10. Returns and Complaints

10.1
Complaints with regard to visible and easily detectable invisible defects must be submitted to the supplier in writing within 3 working days after delivery of the item.

10.2
Complaints regarding invisible defects that are not easily detectable must be submitted in writing within 5 working days after discovery of the defect and in any case within the manufacturer’s warranty period.

10.3
The customer loses all rights and powers that were available to him on the basis of deficiencies if he has not made a complaint within the above-mentioned warranty period and / or if he has not offered the supplier the opportunity to repair the defects.

10.4
In the event of a well-founded complaint proven by the customer, the supplier can, at his discretion, replace the articles or parts thereof to which the complaint relates or have them replaced or reimburse the customer. Other claims, in particular for damages, are excluded.

10.5
The delivered goods can only be returned after the prior written approval of the supplier. A condition is that the return request takes place within 5 working days after purchase. Return requests must be made stating the number of the invoice / order confirmation and provided with a clear description of item numbers, quantities and the reason for the return request. The Supplier expressly reserves the right not to honor requests. If the supplier agrees to the return of goods, the supplier’s service department will assign an RMA number to the buyer. The RMA number is valid for a period of 5 working days from the date of issue. The goods must be delivered to the distribution center of the supplier within the aforementioned period of 5 days. When returning the goods, the RMA number must be clearly visible on the enclosed packaging documents and on the outer packaging. Only items that are complete, in unopened and undamaged condition and in their original packaging, without printed adhesive tape and without written text on this packaging, can be returned and accepted. The customer bears all responsibility for the items that are returned. Except in the event of a clear mistake on the part of the supplier, the costs for return shipment are at the expense of the customer and the supplier has the right to charge a fee for handling the returned goods.

10.6
Complaints about invoices must be submitted in writing within 7 days of the invoice date.
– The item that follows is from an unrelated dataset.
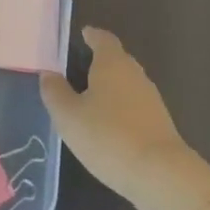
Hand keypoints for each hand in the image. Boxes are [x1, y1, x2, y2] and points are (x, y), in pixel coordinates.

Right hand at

After the expiry of this term, the customer is deemed to have approved the invoice.

11. Force majeure

11.1
Force majeure is understood to mean – in addition to what is understood in this regard in law and case law – all external causes, foreseen or unforeseen, on which the supplier cannot exert any influence, but as a result of which the supplier is unable to fulfill its obligations, delay in the including delivery by suppliers of the supplier and strikes in the company of the supplier.

11.2
During force majeure, the delivery and other obligations of the supplier are suspended. During force majeure, the supplier always has the right to terminate the agreement, without there being any obligation for the supplier to pay compensation in that case.

11.3
If the force majeure situation continues for more than 4 months after the time at which the supplier should have fulfilled its obligations, the customer – with due observance of Article 4.2 – has the right to dissolve the agreement, without there being an obligation to pay compensation in that case.

11.4
If the supplier has already partially fulfilled its obligations when the force majeure commences, or can only partially fulfill its obligations, it is entitled to invoice the already delivered or the deliverable part separately and the customer is obliged to pay this invoice as if it were a separate contract. . However, this does not apply if the already delivered or deliverable part has no independent value.

12. Applicable law and competent court

12.1
Dutch law applies to all agreements and the legal relationship between supplier and customer.

12.2
Disputes that may arise from or are related to an agreement will in the first instance only be submitted to the competent court in Rotterdam.